According to the present invention described in detail above, a hard plate is buried in an elastic body alternately with the elastic body, and when a compressive load exceeding a predetermined value is applied in the vertical direction, the hard plate is hardened. The break point can be quantified and controlled by employing a structure in which the breaking load is set in advance so that the plate breaks, whereby the member below the pressing member in the vertical direction, for example, the bridge pier in the bridge When an excessive load due to a transmitted earthquake, etc. is applied, the load can be reduced by losing the supporting force of the pressing material with a compressive load exceeding the specified value, thereby reducing the mass and dispersing the mass. In addition, a large mass load has an effect of preventing breakage of a pier in a basic portion of a structure, that is, a bridge.

In any case, the maximum load (breaking) load can be quantified and set to a value lower than the ultimate strength or proof strength of the structure. It is effective to reduce.

[Brief description of the drawings]

FIG. 1 is an explanatory sectional view showing an embodiment;

FIG. 2 is an explanatory view showing plastic deformation of a hard plate due to a vertical load.

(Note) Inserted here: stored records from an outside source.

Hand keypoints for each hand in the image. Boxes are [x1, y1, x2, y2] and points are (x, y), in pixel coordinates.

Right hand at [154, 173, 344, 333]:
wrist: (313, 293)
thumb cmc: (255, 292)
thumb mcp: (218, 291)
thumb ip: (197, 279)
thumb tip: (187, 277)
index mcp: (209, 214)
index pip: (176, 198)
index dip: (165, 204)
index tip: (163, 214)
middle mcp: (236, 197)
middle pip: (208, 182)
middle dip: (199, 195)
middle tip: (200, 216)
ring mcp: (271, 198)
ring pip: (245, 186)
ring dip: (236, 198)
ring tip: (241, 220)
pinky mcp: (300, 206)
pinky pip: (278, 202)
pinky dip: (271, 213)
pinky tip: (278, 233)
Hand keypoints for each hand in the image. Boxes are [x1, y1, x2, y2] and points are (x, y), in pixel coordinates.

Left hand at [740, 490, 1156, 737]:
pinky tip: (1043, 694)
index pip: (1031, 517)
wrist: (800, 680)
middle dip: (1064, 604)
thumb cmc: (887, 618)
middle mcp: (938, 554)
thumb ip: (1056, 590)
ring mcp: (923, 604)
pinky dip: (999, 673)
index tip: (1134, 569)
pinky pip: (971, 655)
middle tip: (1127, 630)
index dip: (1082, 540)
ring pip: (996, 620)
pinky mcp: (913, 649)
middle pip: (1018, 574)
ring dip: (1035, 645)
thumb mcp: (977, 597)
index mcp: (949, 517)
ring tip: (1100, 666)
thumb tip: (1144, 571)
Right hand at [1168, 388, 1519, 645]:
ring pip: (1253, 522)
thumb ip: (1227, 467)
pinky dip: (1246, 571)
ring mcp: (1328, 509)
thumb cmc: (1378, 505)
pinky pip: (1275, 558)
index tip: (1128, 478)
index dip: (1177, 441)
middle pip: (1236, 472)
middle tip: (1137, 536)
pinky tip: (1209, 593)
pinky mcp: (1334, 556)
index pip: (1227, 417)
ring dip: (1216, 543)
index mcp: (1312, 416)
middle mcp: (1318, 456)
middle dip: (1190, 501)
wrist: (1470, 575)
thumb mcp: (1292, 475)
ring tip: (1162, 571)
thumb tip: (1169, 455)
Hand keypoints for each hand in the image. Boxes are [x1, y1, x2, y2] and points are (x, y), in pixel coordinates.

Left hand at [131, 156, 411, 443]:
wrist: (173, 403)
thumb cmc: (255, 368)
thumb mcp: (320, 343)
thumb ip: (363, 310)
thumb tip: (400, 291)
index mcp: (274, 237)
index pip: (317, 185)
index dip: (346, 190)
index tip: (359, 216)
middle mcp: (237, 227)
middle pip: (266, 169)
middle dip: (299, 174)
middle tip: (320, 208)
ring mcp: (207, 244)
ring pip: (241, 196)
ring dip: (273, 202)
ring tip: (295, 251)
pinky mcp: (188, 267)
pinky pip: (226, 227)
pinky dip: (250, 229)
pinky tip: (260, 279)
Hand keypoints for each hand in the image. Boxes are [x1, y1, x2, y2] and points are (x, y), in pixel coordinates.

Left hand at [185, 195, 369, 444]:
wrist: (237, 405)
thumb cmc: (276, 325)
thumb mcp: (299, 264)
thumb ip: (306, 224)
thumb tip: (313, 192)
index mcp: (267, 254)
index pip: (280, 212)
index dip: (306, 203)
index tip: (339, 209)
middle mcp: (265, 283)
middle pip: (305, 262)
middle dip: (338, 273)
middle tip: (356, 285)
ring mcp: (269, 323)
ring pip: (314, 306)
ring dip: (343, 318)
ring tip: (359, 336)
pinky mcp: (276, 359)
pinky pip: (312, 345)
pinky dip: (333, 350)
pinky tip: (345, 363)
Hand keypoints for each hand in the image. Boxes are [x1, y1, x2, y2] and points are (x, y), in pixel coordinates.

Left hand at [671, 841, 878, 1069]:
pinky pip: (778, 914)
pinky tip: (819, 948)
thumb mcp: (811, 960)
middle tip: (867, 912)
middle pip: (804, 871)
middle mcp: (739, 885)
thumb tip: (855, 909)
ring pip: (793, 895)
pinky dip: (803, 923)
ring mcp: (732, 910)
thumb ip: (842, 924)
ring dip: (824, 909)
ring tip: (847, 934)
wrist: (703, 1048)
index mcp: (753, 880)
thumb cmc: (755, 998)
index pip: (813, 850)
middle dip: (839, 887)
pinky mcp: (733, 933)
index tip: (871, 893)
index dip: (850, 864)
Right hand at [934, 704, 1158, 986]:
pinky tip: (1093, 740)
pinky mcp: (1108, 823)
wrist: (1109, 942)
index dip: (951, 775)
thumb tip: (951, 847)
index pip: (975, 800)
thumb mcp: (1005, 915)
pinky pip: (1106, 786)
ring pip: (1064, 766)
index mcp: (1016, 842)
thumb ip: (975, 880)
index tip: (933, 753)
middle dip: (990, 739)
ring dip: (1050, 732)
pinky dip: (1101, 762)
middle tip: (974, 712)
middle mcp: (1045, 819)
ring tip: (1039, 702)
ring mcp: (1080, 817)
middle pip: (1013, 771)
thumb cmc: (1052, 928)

FIG. 3 is an explanatory view of an example used for bearing between a pier and a bridge girder.

FIG. 4 is an explanatory view of an example used in a bridge girder prevention device for a bridge girder.

FIG. 5 is a graph showing compression performance characteristics of a laminate.

FIG. 6 is a plan view showing a configuration example of another hard plate.

FIG. 7 is a side view of the same.

FIG. 8 is a plan view showing a configuration example of another hard plate.

FIG. 9 is a side view of the same.

FIG. 10 is a plan view showing a configuration example of another hard plate.

FIG. 11 is a side view of the same.

FIG. 12 is an explanatory diagram showing a conventional example.

[Explanation of symbols]

 DESCRIPTION OF SYMBOLS 1 Elastic material 2 Hard plate 3 Pressing material 4 Breaking part

 ────────────────────────────────────────────────── ─── Continued on the front page (72) Inventor Miwa Kotani 1058 Nakao, Uozumi-cho, Akashi-shi, Hyogo F-term in Shibata Industry Co., Ltd. (reference) 2D059 AA03 AA05 GG01 GG05 GG30 GG35 GG56 3J048 AA01 BA08 BC09 CB07 DA01 DA04 EA38 3J059 AA10 BA43 BC04 BC06 GA42 3J066 AA26 AA30 BA04 BB04 BD10 BE06 BF11 BF20 BG02 BG04

Claims (6)

[Claims] 1. A pressing member characterized in that a hard plate is laminated and buried in an elastic body so as to be alternated with the elastic body, and the breaking value of the hard plate is set in advance. 2. A pressing member, wherein a hard plate is laminated and buried in an elastic body so as to be alternated with the elastic body, and a plastic deformation value of the hard plate is set in advance. 3. A structure in which a hard plate is laminated and buried in an elastic body so as to alternate with the elastic body, and a breaking load is predetermined so that the laminated portion is broken when a predetermined load is applied in a shearing direction. Pressing material characterized by doing. 4. A pressing material according to claim 1, wherein a breaking portion is formed in a part of the hard plate and a breaking load in a vertical direction is determined. 5. The pressing member according to claim 1, wherein the hard plate is a synthetic resin plate. 6. The pressing member according to claim 1, wherein the elastic body is rubber.